::: DATA SECTION :::

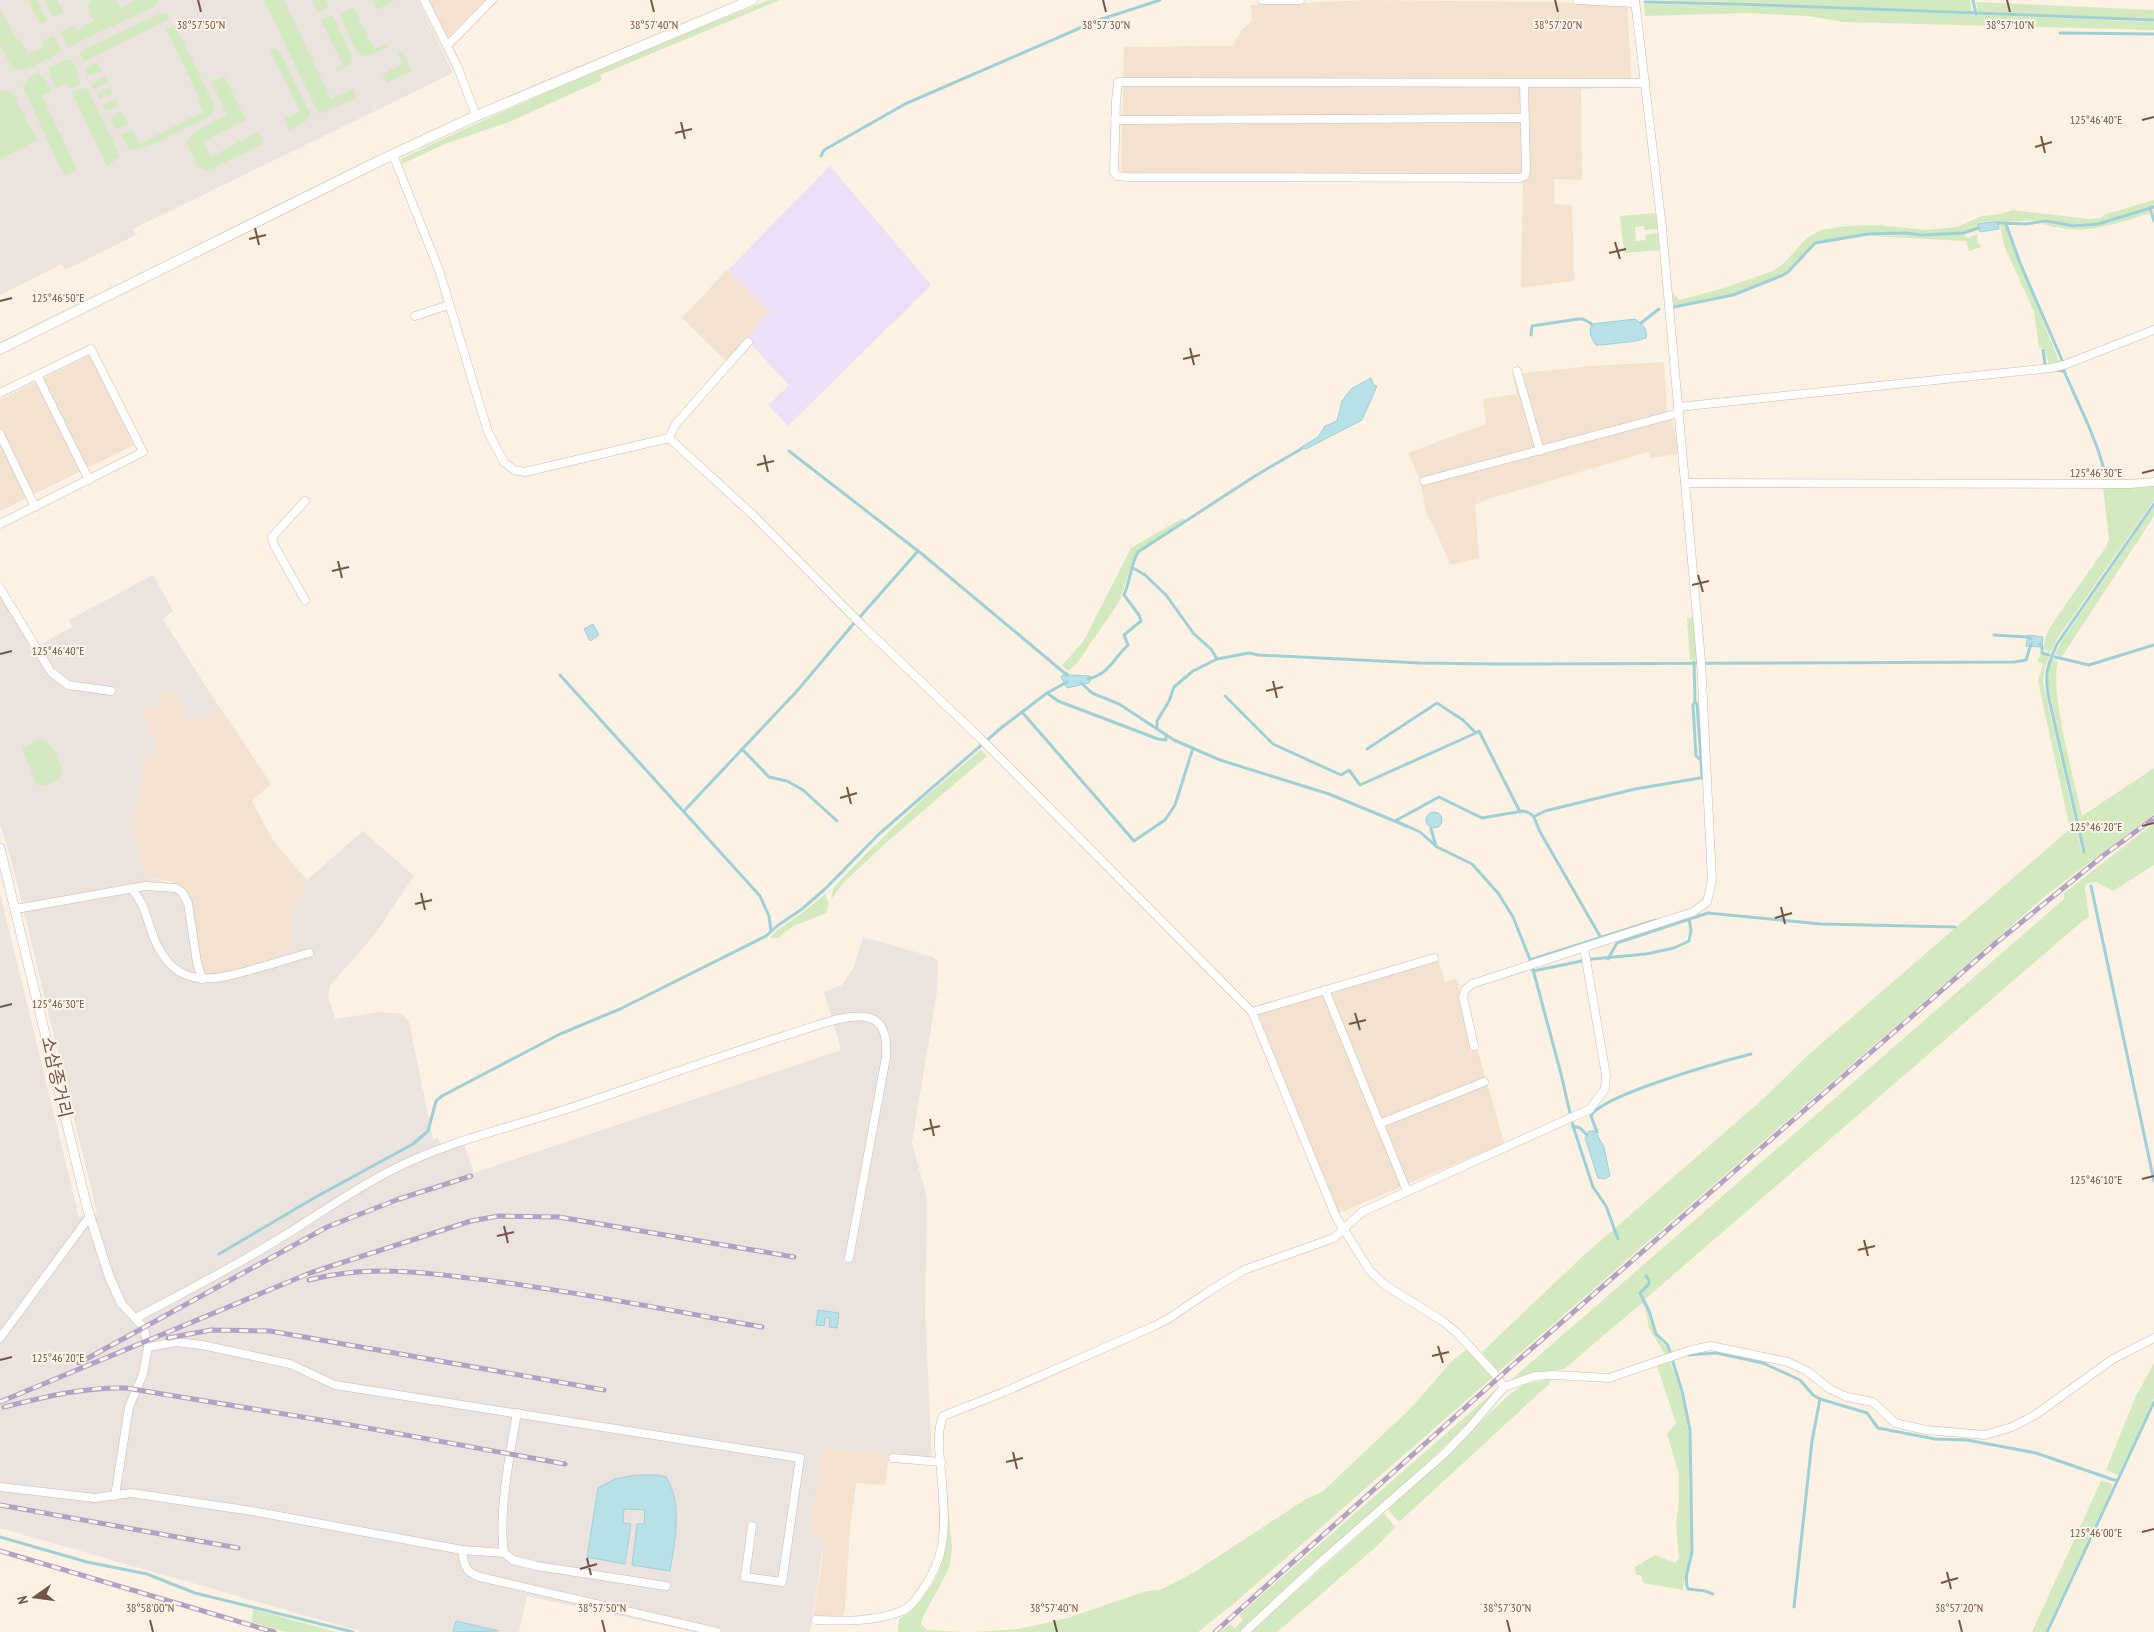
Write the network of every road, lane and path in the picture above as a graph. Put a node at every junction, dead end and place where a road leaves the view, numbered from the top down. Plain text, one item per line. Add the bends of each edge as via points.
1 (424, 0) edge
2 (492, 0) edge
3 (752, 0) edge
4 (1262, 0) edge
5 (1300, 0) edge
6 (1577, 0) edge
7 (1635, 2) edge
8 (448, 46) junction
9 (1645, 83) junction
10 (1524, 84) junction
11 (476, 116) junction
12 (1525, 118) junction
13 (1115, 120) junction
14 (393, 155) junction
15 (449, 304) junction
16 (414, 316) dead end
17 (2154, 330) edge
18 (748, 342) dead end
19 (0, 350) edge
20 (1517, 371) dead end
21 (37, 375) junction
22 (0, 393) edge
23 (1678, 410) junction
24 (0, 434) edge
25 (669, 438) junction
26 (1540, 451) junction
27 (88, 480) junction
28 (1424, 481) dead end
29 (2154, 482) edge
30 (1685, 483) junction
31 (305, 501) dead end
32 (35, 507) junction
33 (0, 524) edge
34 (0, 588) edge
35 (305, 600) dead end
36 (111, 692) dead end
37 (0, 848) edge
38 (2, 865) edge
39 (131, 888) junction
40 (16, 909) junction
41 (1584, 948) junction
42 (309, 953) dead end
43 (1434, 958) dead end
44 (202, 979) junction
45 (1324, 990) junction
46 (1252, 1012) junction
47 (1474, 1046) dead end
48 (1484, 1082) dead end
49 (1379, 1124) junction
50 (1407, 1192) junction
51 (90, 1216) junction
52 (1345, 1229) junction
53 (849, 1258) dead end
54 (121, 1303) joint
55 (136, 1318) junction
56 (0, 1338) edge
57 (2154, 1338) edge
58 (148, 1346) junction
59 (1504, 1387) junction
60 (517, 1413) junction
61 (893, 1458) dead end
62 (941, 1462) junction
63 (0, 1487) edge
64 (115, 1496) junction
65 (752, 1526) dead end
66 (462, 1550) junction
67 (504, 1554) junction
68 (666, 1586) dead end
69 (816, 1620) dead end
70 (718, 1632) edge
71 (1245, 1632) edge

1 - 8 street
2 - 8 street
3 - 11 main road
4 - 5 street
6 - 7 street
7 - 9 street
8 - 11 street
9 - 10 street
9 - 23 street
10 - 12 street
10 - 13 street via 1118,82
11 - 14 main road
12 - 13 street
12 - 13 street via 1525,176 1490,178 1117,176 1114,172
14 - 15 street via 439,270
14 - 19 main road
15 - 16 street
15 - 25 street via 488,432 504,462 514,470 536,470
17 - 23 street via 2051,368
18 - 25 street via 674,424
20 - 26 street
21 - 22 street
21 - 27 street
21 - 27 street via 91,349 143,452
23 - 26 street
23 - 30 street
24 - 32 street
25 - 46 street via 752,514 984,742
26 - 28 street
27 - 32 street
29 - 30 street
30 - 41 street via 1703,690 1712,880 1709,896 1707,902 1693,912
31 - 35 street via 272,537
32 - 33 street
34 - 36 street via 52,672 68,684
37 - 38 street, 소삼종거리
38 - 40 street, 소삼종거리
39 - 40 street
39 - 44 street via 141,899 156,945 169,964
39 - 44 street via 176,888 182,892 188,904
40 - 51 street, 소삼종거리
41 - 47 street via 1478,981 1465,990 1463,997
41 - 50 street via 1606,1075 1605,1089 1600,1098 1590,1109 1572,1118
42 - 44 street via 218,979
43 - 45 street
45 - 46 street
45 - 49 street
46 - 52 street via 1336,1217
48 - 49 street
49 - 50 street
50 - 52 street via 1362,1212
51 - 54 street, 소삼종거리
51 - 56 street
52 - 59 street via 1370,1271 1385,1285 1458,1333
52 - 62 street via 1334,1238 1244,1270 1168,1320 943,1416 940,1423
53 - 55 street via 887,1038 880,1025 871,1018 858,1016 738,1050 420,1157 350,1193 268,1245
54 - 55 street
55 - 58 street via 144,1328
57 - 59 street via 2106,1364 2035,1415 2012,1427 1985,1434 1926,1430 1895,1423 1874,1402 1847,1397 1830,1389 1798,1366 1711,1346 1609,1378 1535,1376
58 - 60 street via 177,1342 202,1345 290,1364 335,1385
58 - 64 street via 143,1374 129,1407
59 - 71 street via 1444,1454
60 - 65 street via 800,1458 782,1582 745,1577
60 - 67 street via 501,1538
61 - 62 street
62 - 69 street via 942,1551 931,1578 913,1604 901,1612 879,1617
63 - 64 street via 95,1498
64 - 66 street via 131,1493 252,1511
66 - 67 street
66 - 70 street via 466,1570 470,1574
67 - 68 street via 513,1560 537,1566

:::

:: ABOUT THIS TASK ::
Although the records include pictures, the copy should reproduce every line exactly and none of the pictures.

:: THE ANSWER ::
Write the network of every road, lane and path in the picture above as a graph. Put a node at every junction, dead end and place where a road leaves the view, numbered from the top down. Plain text, one item per line. Add the bends of each edge as via points.
1 (424, 0) edge
2 (492, 0) edge
3 (752, 0) edge
4 (1262, 0) edge
5 (1300, 0) edge
6 (1577, 0) edge
7 (1635, 2) edge
8 (448, 46) junction
9 (1645, 83) junction
10 (1524, 84) junction
11 (476, 116) junction
12 (1525, 118) junction
13 (1115, 120) junction
14 (393, 155) junction
15 (449, 304) junction
16 (414, 316) dead end
17 (2154, 330) edge
18 (748, 342) dead end
19 (0, 350) edge
20 (1517, 371) dead end
21 (37, 375) junction
22 (0, 393) edge
23 (1678, 410) junction
24 (0, 434) edge
25 (669, 438) junction
26 (1540, 451) junction
27 (88, 480) junction
28 (1424, 481) dead end
29 (2154, 482) edge
30 (1685, 483) junction
31 (305, 501) dead end
32 (35, 507) junction
33 (0, 524) edge
34 (0, 588) edge
35 (305, 600) dead end
36 (111, 692) dead end
37 (0, 848) edge
38 (2, 865) edge
39 (131, 888) junction
40 (16, 909) junction
41 (1584, 948) junction
42 (309, 953) dead end
43 (1434, 958) dead end
44 (202, 979) junction
45 (1324, 990) junction
46 (1252, 1012) junction
47 (1474, 1046) dead end
48 (1484, 1082) dead end
49 (1379, 1124) junction
50 (1407, 1192) junction
51 (90, 1216) junction
52 (1345, 1229) junction
53 (849, 1258) dead end
54 (121, 1303) joint
55 (136, 1318) junction
56 (0, 1338) edge
57 (2154, 1338) edge
58 (148, 1346) junction
59 (1504, 1387) junction
60 (517, 1413) junction
61 (893, 1458) dead end
62 (941, 1462) junction
63 (0, 1487) edge
64 (115, 1496) junction
65 (752, 1526) dead end
66 (462, 1550) junction
67 (504, 1554) junction
68 (666, 1586) dead end
69 (816, 1620) dead end
70 (718, 1632) edge
71 (1245, 1632) edge

1 - 8 street
2 - 8 street
3 - 11 main road
4 - 5 street
6 - 7 street
7 - 9 street
8 - 11 street
9 - 10 street
9 - 23 street
10 - 12 street
10 - 13 street via 1118,82
11 - 14 main road
12 - 13 street
12 - 13 street via 1525,176 1490,178 1117,176 1114,172
14 - 15 street via 439,270
14 - 19 main road
15 - 16 street
15 - 25 street via 488,432 504,462 514,470 536,470
17 - 23 street via 2051,368
18 - 25 street via 674,424
20 - 26 street
21 - 22 street
21 - 27 street
21 - 27 street via 91,349 143,452
23 - 26 street
23 - 30 street
24 - 32 street
25 - 46 street via 752,514 984,742
26 - 28 street
27 - 32 street
29 - 30 street
30 - 41 street via 1703,690 1712,880 1709,896 1707,902 1693,912
31 - 35 street via 272,537
32 - 33 street
34 - 36 street via 52,672 68,684
37 - 38 street, 소삼종거리
38 - 40 street, 소삼종거리
39 - 40 street
39 - 44 street via 141,899 156,945 169,964
39 - 44 street via 176,888 182,892 188,904
40 - 51 street, 소삼종거리
41 - 47 street via 1478,981 1465,990 1463,997
41 - 50 street via 1606,1075 1605,1089 1600,1098 1590,1109 1572,1118
42 - 44 street via 218,979
43 - 45 street
45 - 46 street
45 - 49 street
46 - 52 street via 1336,1217
48 - 49 street
49 - 50 street
50 - 52 street via 1362,1212
51 - 54 street, 소삼종거리
51 - 56 street
52 - 59 street via 1370,1271 1385,1285 1458,1333
52 - 62 street via 1334,1238 1244,1270 1168,1320 943,1416 940,1423
53 - 55 street via 887,1038 880,1025 871,1018 858,1016 738,1050 420,1157 350,1193 268,1245
54 - 55 street
55 - 58 street via 144,1328
57 - 59 street via 2106,1364 2035,1415 2012,1427 1985,1434 1926,1430 1895,1423 1874,1402 1847,1397 1830,1389 1798,1366 1711,1346 1609,1378 1535,1376
58 - 60 street via 177,1342 202,1345 290,1364 335,1385
58 - 64 street via 143,1374 129,1407
59 - 71 street via 1444,1454
60 - 65 street via 800,1458 782,1582 745,1577
60 - 67 street via 501,1538
61 - 62 street
62 - 69 street via 942,1551 931,1578 913,1604 901,1612 879,1617
63 - 64 street via 95,1498
64 - 66 street via 131,1493 252,1511
66 - 67 street
66 - 70 street via 466,1570 470,1574
67 - 68 street via 513,1560 537,1566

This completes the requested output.